The general unawareness of the things that make us happy is striking, as society distorts our needs through marketing or peer pressure. I wrote down on a whiteboard the things I thought they would make me happy: Start a specific project on my own, study Korean, diet, go to the gym, and dedicate some allocated time to think about my professional future. I followed the schedule religiously for three weeks, only to barely achieve anything.
Yesterday I came across Austrian Stefan Sagmeister’s performance “The Happy Show“, and his preceding TEDTalk that originated from his mid-life crisis. After a long trip trying to find out what made him happy, he got to the point where instead of deducting what made him happy, he tried inducting it. In deductively valid reasoning, if the premises are all true (meditation helps), then the conclusion must be true (meditation will help me). In inductively strong reasoning, if all the premises are true (meditation helped me at a specific point of my life), then the conclusion is likely to be true (meditation is good).
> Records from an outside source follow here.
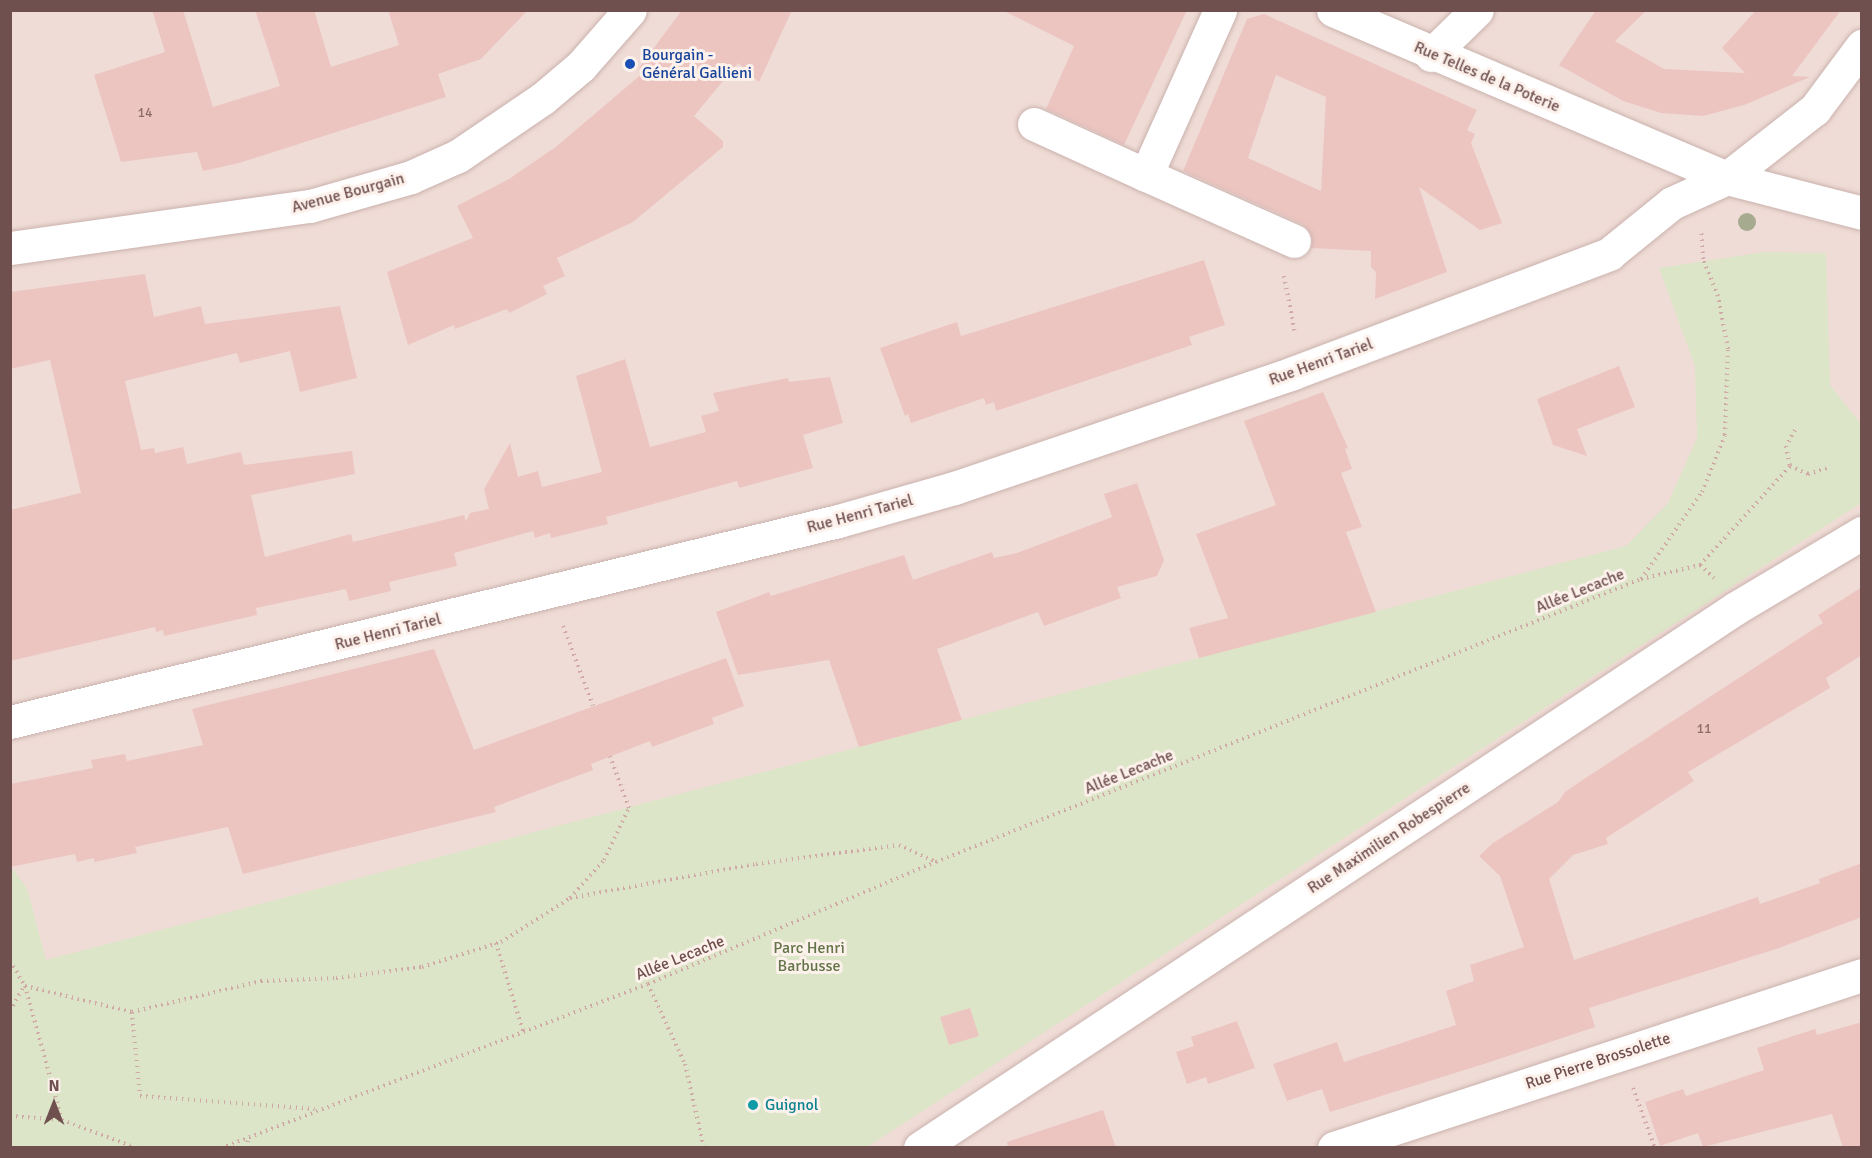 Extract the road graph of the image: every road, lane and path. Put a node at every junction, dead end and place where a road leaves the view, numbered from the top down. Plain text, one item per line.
1 (630, 10) edge
2 (1220, 10) edge
3 (1333, 10) edge
4 (1477, 10) edge
5 (1862, 46) edge
6 (1431, 55) junction
7 (1034, 124) dead end
8 (1146, 175) junction
9 (1727, 178) junction
10 (1862, 213) edge
11 (1294, 241) dead end
12 (10, 248) edge
13 (1281, 272) dead end
14 (1306, 368) junction
15 (1795, 430) dead end
16 (1790, 465) junction
17 (1828, 468) dead end
18 (1862, 532) edge
19 (1700, 565) junction
20 (1641, 579) junction
21 (550, 592) junction
22 (1736, 608) junction
23 (593, 706) dead end
24 (10, 722) edge
25 (610, 756) dead end
26 (936, 862) junction
27 (570, 898) junction
28 (496, 943) junction
29 (10, 961) edge
30 (1862, 975) edge
31 (648, 984) junction
32 (25, 986) junction
33 (10, 1011) edge
34 (132, 1012) junction
35 (523, 1031) junction
36 (1621, 1053) junction
37 (317, 1110) junction
38 (10, 1116) edge
39 (62, 1120) junction
40 (249, 1136) junction
41 (137, 1148) edge
42 (221, 1148) edge
43 (246, 1148) edge
44 (704, 1148) edge
45 (920, 1148) edge
46 (1334, 1148) edge
47 (1654, 1148) edge

1 - 12 street, Avenue Bourgain
2 - 8 street
3 - 6 street, Rue Telles de la Poterie
4 - 6 street
5 - 9 street, Rue Henri Tariel
6 - 9 street, Rue Telles de la Poterie
7 - 8 street
8 - 11 street
9 - 10 street, Rue Telles de la Poterie
9 - 14 street, Rue Henri Tariel
9 - 20 path, Allée Lecache
13 - 14 path
14 - 21 street, Rue Henri Tariel
15 - 16 path
16 - 17 path
16 - 19 path
18 - 22 street, Rue Maximilien Robespierre
19 - 20 path
19 - 22 path
20 - 26 path, Allée Lecache
21 - 23 path
21 - 24 street, Rue Henri Tariel
22 - 45 street, Rue Maximilien Robespierre
25 - 27 path
26 - 27 path
26 - 31 path, Allée Lecache
27 - 28 path
28 - 34 path
28 - 35 path
29 - 32 path
30 - 36 street, Rue Pierre Brossolette
31 - 35 path, Allée Lecache
31 - 44 path
32 - 33 path
32 - 34 path
32 - 39 path
34 - 37 path
35 - 37 path, Allée Lecache
36 - 46 street, Rue Pierre Brossolette
36 - 47 path
37 - 40 path, Allée Lecache
38 - 39 path
39 - 41 path
40 - 42 path, Allée Lecache
40 - 43 path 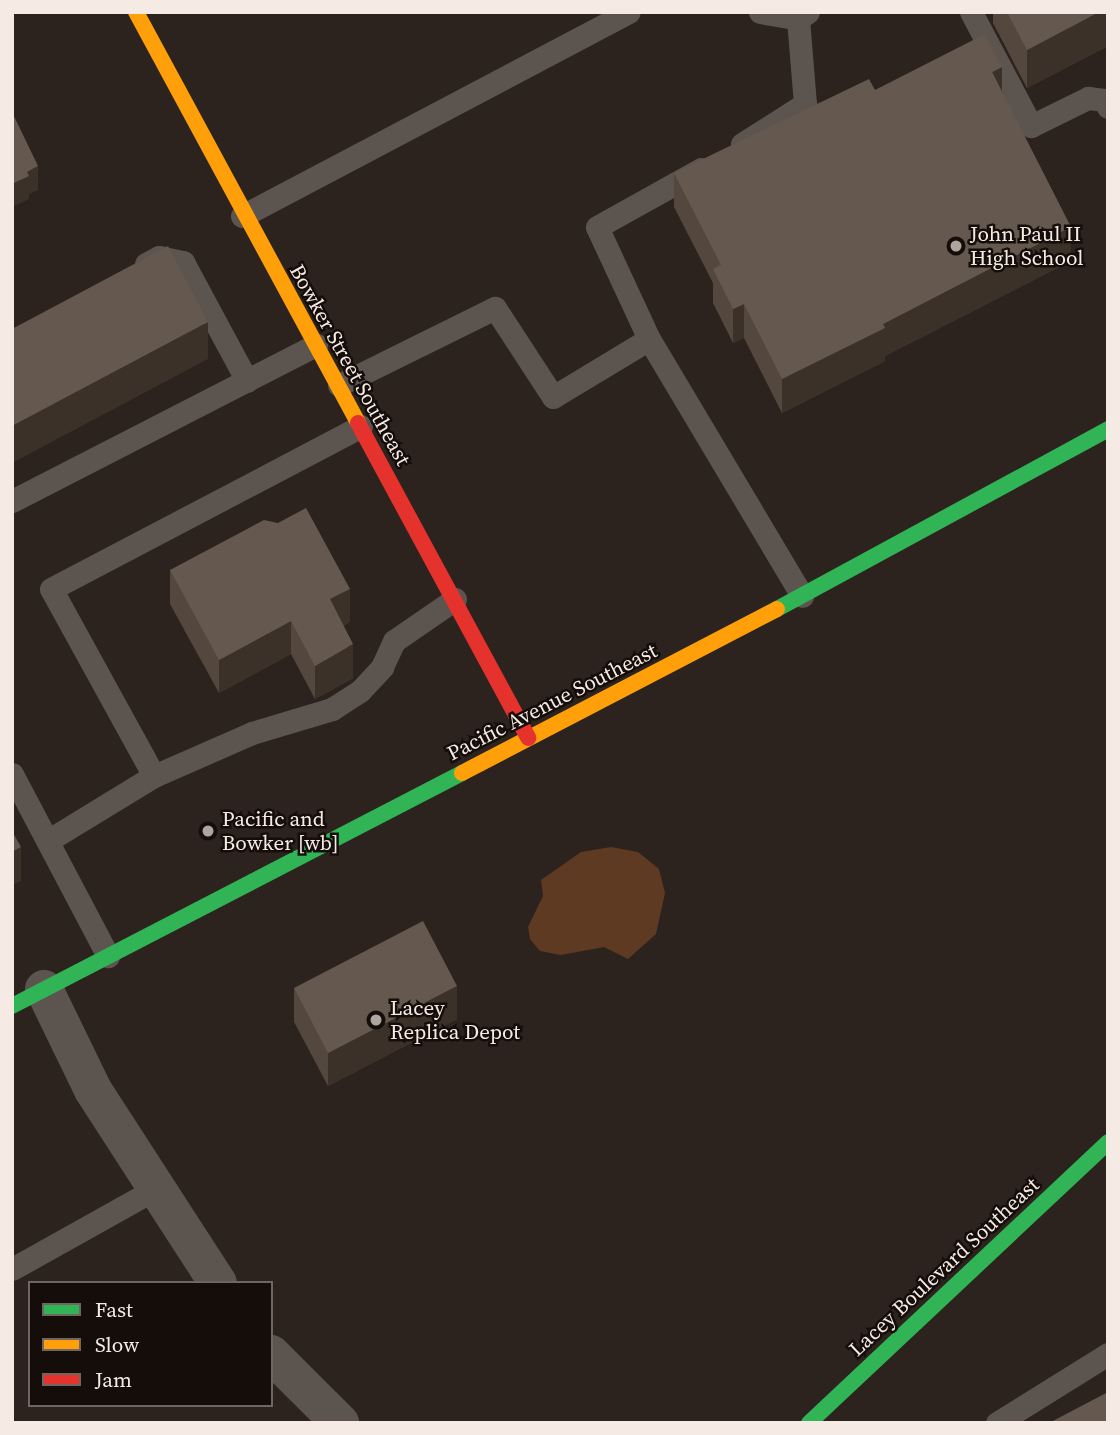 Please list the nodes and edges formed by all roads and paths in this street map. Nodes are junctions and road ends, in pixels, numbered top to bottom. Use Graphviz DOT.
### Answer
graph roads {
  1 [pos="136,12"];
  2 [pos="629,12"];
  3 [pos="760,12"];
  4 [pos="971,12"];
  5 [pos="803,16"];
  6 [pos="1108,107"];
  7 [pos="242,215"];
  8 [pos="122,277"];
  9 [pos="649,339"];
  10 [pos="316,345"];
  11 [pos="247,381"];
  12 [pos="339,385"];
  13 [pos="361,426"];
  14 [pos="1108,429"];
  15 [pos="12,501"];
  16 [pos="802,596"];
  17 [pos="455,599"];
  18 [pos="528,738"];
  19 [pos="12,774"];
  20 [pos="155,776"];
  21 [pos="49,840"];
  22 [pos="108,956"];
  23 [pos="28,998"];
  24 [pos="1108,1142"];
  25 [pos="155,1189"];
  26 [pos="12,1269"];
  27 [pos="217,1281"];
  28 [pos="1108,1354"];
  29 [pos="273,1356"];
  30 [pos="326,1419"];
  31 [pos="809,1423"];
  32 [pos="997,1423"];
  1 -- 7 [label="main road, Bowker Street Southeast"];
  2 -- 7 [label="lane"];
  3 -- 5 [label="lane"];
  4 -- 6 [label="lane"];
  5 -- 9 [label="lane"];
  7 -- 10 [label="main road, Bowker Street Southeast"];
  8 -- 11 [label="lane"];
  9 -- 12 [label="lane"];
  9 -- 16 [label="lane"];
  10 -- 11 [label="lane"];
  10 -- 12 [label="main road, Bowker Street Southeast"];
  11 -- 15 [label="lane"];
  12 -- 13 [label="main road, Bowker Street Southeast"];
  13 -- 17 [label="main road, Bowker Street Southeast"];
  13 -- 20 [label="lane"];
  14 -- 16 [label="main road, Pacific Avenue Southeast"];
  16 -- 18 [label="main road, Pacific Avenue Southeast"];
  17 -- 18 [label="main road, Bowker Street Southeast"];
  17 -- 20 [label="lane"];
  18 -- 22 [label="main road, Pacific Avenue Southeast"];
  19 -- 21 [label="lane"];
  20 -- 21 [label="lane"];
  21 -- 22 [label="lane"];
  22 -- 23 [label="main road, Pacific Avenue Southeast"];
  23 -- 25 [label="street"];
  24 -- 31 [label="main road, Lacey Boulevard Southeast"];
  25 -- 26 [label="lane"];
  25 -- 27 [label="street"];
  28 -- 32 [label="lane"];
  29 -- 30 [label="street"];
}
He sat down and wrote down every moment or thing that made him deeply happy in order to try to find a pattern. 5 of the 15 things he listed down had to do with design. He ditched meditation, therapy and pills, the usual stuff people do after a mid-life crisis, and dedicated the following 7 years to designing furniture and artworks for museums among other things.
This method won’t be as cathartic for the general population as it was for him, but it deserves a go. And you should too. I looked into my past moments when I had that tingling deep feeling of happiness, and wrote them down:
- When I moved to a new city (first-year euphoria)
- When I had a stable relationship with my family.
- When I did things outside my comfort zone, especially whenever I pushed my mental limits as a deaf person.
- When I kept an open, naive, trusting attitude with everyone, without room for judgements or suspiciousness.
- When I biked as a mean of transportation
- When I gave love: Complimented, surprised, asked people how they are and listened, just for the pleasure of it without expecting anything in exchange.
- When I did something stupid and immature. Oh, the joy of it. (without hurting anybody)
- When I had an extremely minimalistic lifestyle. Making a living with the fewest things possible.
- When I hosted chaotic and eventful dinner/parties at home.
- When I read indie magazines
- When I researched the sociology behind the cultural differences
- When I wrote.
- When I had close friends at the workplace.
- When I was comfortable with my weight
- When I studied something on my own.
- When I kept expectations low.
Then I categorised them under three levels of happiness (also learnt from Stefan Sagmeister), to make sure the different depths of happiness are balanced:
- Joy, pleasure
- Satisfaction, well-being
- Fulfilling’s one potential
And then I made a new timetable. The similarities it has with the former one amount to zero. “Doing something stupid and immature” is scheduled this weekend.